Diciassette anni appena compiuti e già un percorso ricco di esperienza.
Giorgia Marin, centrocampista del Venezia Under 19 impegnato nel campionato Primavera 2 (girone A), è una delle giovani più interessanti del settore giovanile arancioneroverde. Nel suo cammino ci sono già diverse convocazioni nelle rappresentative regionali e nazionali, ma tutto è iniziato in modo semplice, quasi inatteso.
Un esordio nato per caso
“Mi sono avvicinata al calcio a quattro anni”, racconta. All’inizio solo partite improvvisate con il fratello e gli amici, poi qualcosa è cambiato. L’episodio decisivo arriva una domenica mattina: durante un triangolare della squadra del fratello manca una giocatrice e il mister le chiede di scendere in campo.
“La mia prima partita l’ho giocata quasi per caso”, ricorda. “Accettai senza esitazione. Da quel momento iniziai ad allenarmi con continuità e smisi di essere solo la sorella di uno dei giocatori: ero una calciatrice anch’io”.
La passione più forte di tutto
Come tante coetanee, Giorgia ha provato anche altri sport, dall’atletica al nuoto. Ma il calcio ha avuto un impatto diverso. “Credo di aver capito che fosse il mio sport quando ho iniziato a fare sacrifici senza che mi pesassero. La passione era più forte di tutto”.
Allenamenti, partite, studio: una routine intensa, ma affrontata con entusiasmo. “Ogni pallone toccato mi faceva sentire nel posto giusto.
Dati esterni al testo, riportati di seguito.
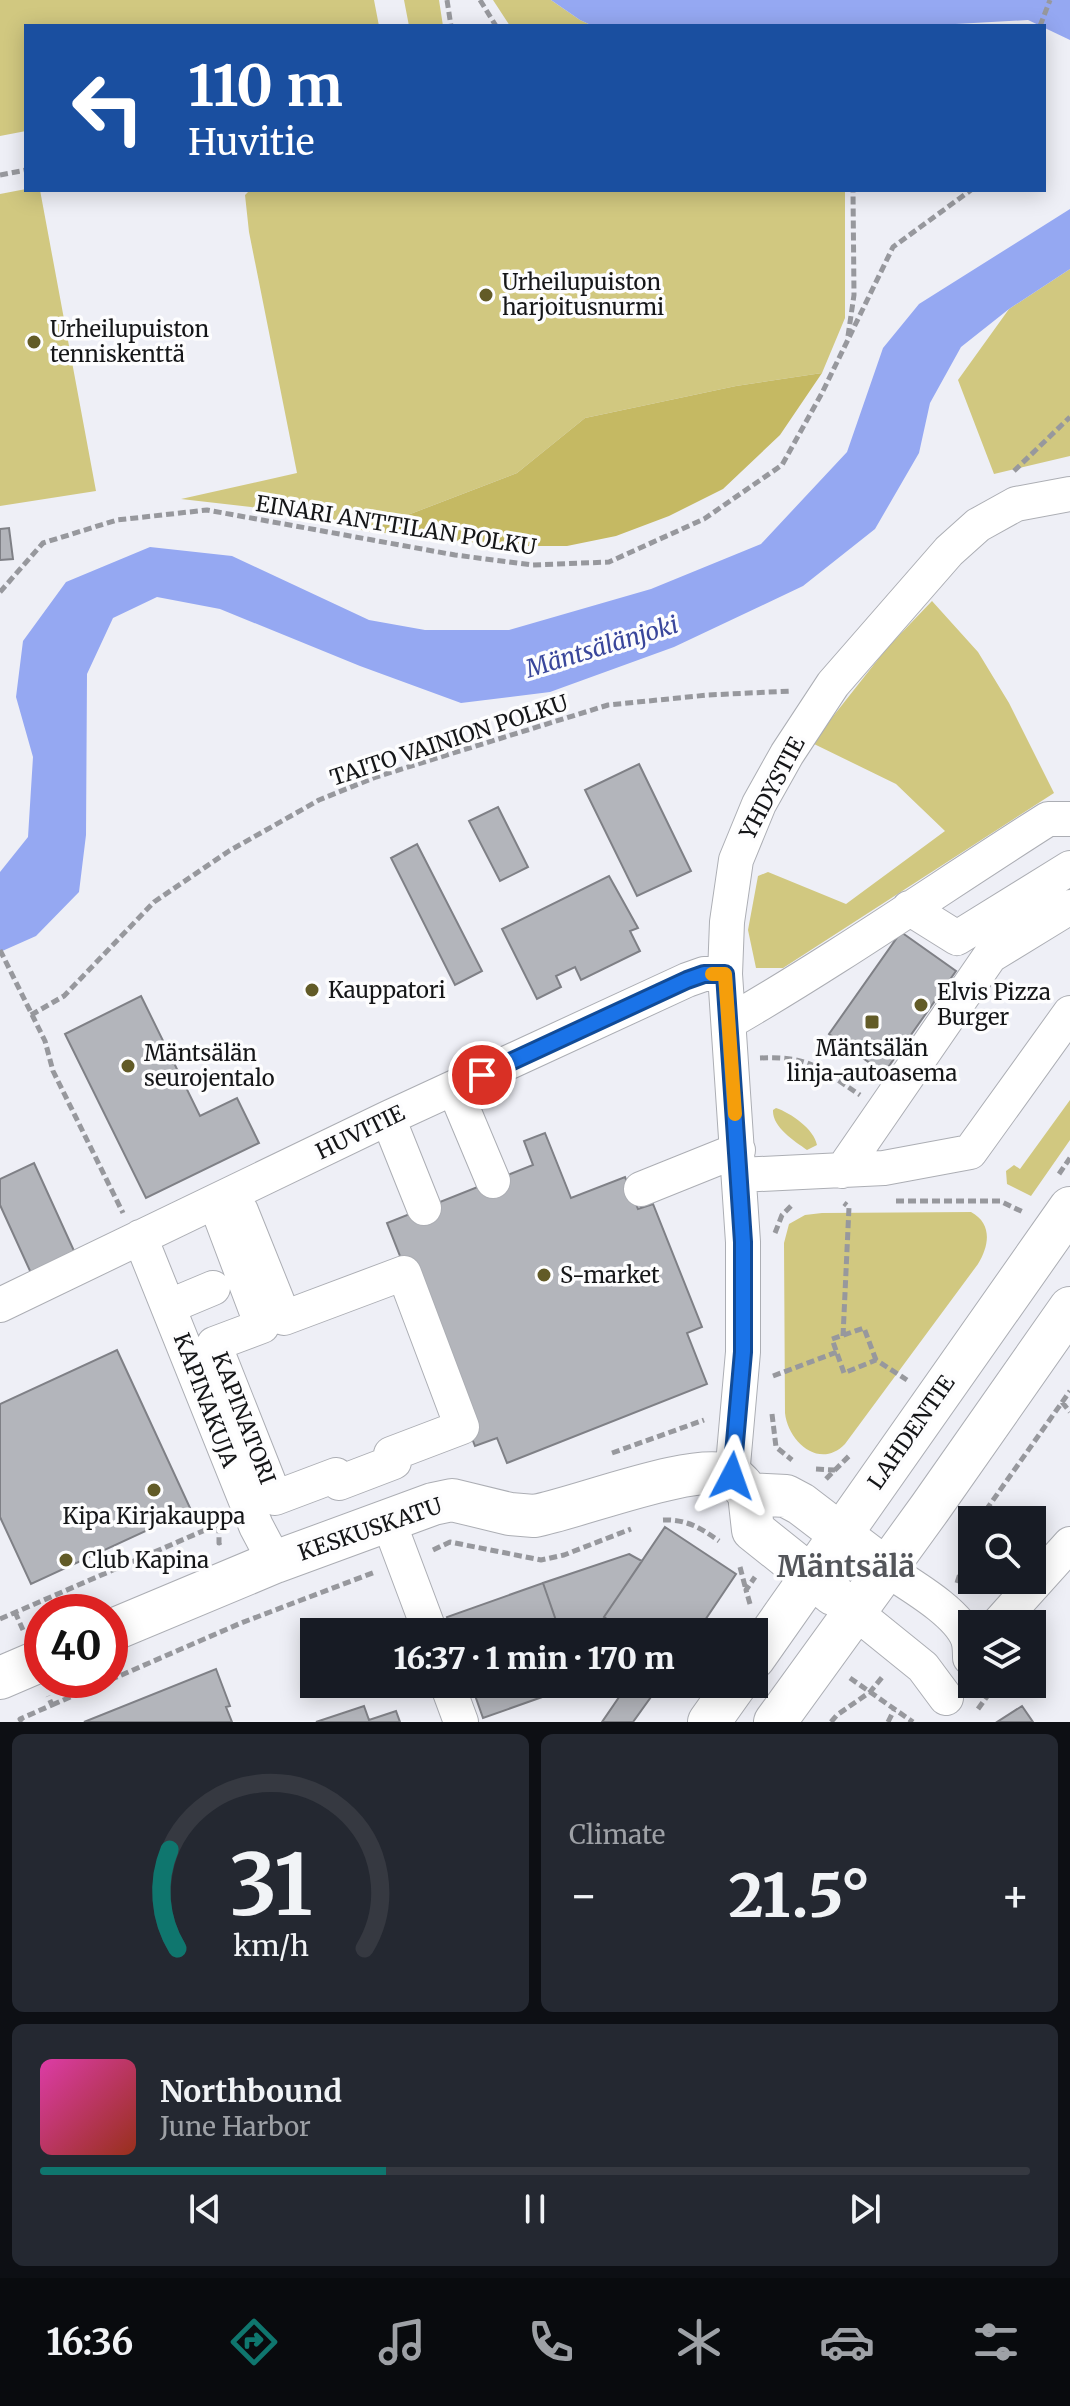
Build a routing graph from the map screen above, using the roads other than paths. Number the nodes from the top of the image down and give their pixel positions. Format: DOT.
graph roads {
  1 [pos="1070,494"];
  2 [pos="1070,819"];
  3 [pos="1070,868"];
  4 [pos="1070,907"];
  5 [pos="909,908"];
  6 [pos="725,974"];
  7 [pos="1070,1013"];
  8 [pos="729,1022"];
  9 [pos="454,1088"];
  10 [pos="379,1114"];
  11 [pos="739,1163"];
  12 [pos="493,1181"];
  13 [pos="848,1186"];
  14 [pos="641,1189"];
  15 [pos="424,1208"];
  16 [pos="1070,1208"];
  17 [pos="134,1240"];
  18 [pos="213,1288"];
  19 [pos="0,1305"];
  20 [pos="170,1306"];
  21 [pos="1070,1308"];
  22 [pos="336,1475"];
  23 [pos="741,1485"];
  24 [pos="388,1520"];
  25 [pos="840,1533"];
  26 [pos="266,1544"];
  27 [pos="1070,1544"];
  28 [pos="886,1569"];
  29 [pos="810,1576"];
  30 [pos="1011,1610"];
  31 [pos="855,1612"];
  32 [pos="425,1618"];
  33 [pos="128,1621"];
  34 [pos="958,1623"];
  35 [pos="768,1638"];
  36 [pos="24,1677"];
  37 [pos="0,1678"];
  38 [pos="958,1678"];
  39 [pos="452,1698"];
  40 [pos="726,1698"];
  41 [pos="938,1710"];
  42 [pos="461,1722"];
  43 [pos="709,1722"];
  44 [pos="775,1722"];
  1 -- 6 [label="street, YHDYSTIE"];
  2 -- 5 [label="street"];
  3 -- 5 [label="street"];
  4 -- 13 [label="street"];
  5 -- 8 [label="street"];
  6 -- 8 [label="street, YHDYSTIE"];
  6 -- 9 [label="street, HUVITIE"];
  7 -- 13 [label="street"];
  8 -- 11 [label="street, YHDYSTIE"];
  9 -- 10 [label="street, HUVITIE"];
  9 -- 12 [label="street"];
  10 -- 15 [label="street"];
  10 -- 17 [label="street, HUVITIE"];
  11 -- 13 [label="street"];
  11 -- 14 [label="street"];
  11 -- 23 [label="street, YHDYSTIE"];
  16 -- 25 [label="main road, LAHDENTIE"];
  17 -- 19 [label="street, HUVITIE"];
  17 -- 20 [label="street, KAPINAKUJA"];
  18 -- 20 [label="street"];
  20 -- 26 [label="street, KAPINAKUJA"];
  21 -- 28 [label="main road"];
  22 -- 22 [label="street, KAPINATORI"];
  23 -- 24 [label="main road, KESKUSKATU"];
  23 -- 25 [label="main road"];
  23 -- 29 [label="main road, YHDYSTIE"];
  24 -- 26 [label="main road, KESKUSKATU"];
  24 -- 32 [label="street"];
  25 -- 28 [label="main road"];
  25 -- 29 [label="main road, LAHDENTIE"];
  26 -- 33 [label="main road, KESKUSKATU"];
  27 -- 30 [label="street"];
  28 -- 31 [label="main road"];
  28 -- 34 [label="street"];
  29 -- 31 [label="main road, YHDYSTIE"];
  29 -- 35 [label="main road, LAHDENTIE"];
  31 -- 41 [label="street"];
  31 -- 44 [label="main road"];
  36 -- 37 [label="main road"];
  38 -- 41 [label="street"];
  39 -- 42 [label="street"];
  40 -- 43 [label="main road"];
}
Per questo ho deciso di dedicarmi completamente al calcio”.
La crescita in Primavera 2
L’approdo del Venezia in Primavera 2 ha rappresentato un salto importante. “È stato un livello più alto, sia tecnicamente che mentalmente. Ogni gara è una sfida stimolante e ci spinge a dare qualcosa in più”.
Dopo un inizio complicato, la squadra ha trovato equilibrio e oggi punta a consolidare la categoria. “Vogliamo crescere come gruppo e dimostrare il nostro valore”, spiega Marin, convinta che l’unione sia il vero punto di forza.
I modelli e il ruolo in campo
Centrocampista offensiva, capace di segnare e fornire assist, Giorgia guarda a modelli di alto livello. “Nel calcio femminile mi ispiro ad Alexia Putellas per visione e leadership. Nel maschile il mio riferimento è Kevin De Bruyne, per la qualità nei passaggi e la capacità di leggere il gioco”.
Due esempi che raccontano la sua idea di calcio: dinamismo, intelligenza tattica e concretezza negli ultimi metri.
Studio e futuro nello sport
Tra campo e scuola, l’organizzazione è fondamentale. “Non è sempre facile conciliare tutto, ma lo sport mi ha insegnato disciplina e gestione del tempo”.
Guardando avanti, Giorgia ha le idee chiare: dopo le superiori vuole iscriversi all’università, possibilmente in un ambito legato allo sport. Fisioterapista, insegnante di educazione fisica o preparatrice atletica sono le strade che la affascinano di più. “Mi piacerebbe restare nel mondo dello sport anche in futuro”, spiega.
E se un giorno dovesse lasciare il calcio giocato? “Spero di continuare il più a lungo possibile. Ma in ogni caso vorrei lavorare con i giovani e trasmettere i valori che lo sport mi ha insegnato”.
Determinata, lucida e concreta. Qualità che in campo fanno la differenza e che raccontano già molto del futuro di Giorgia Marin.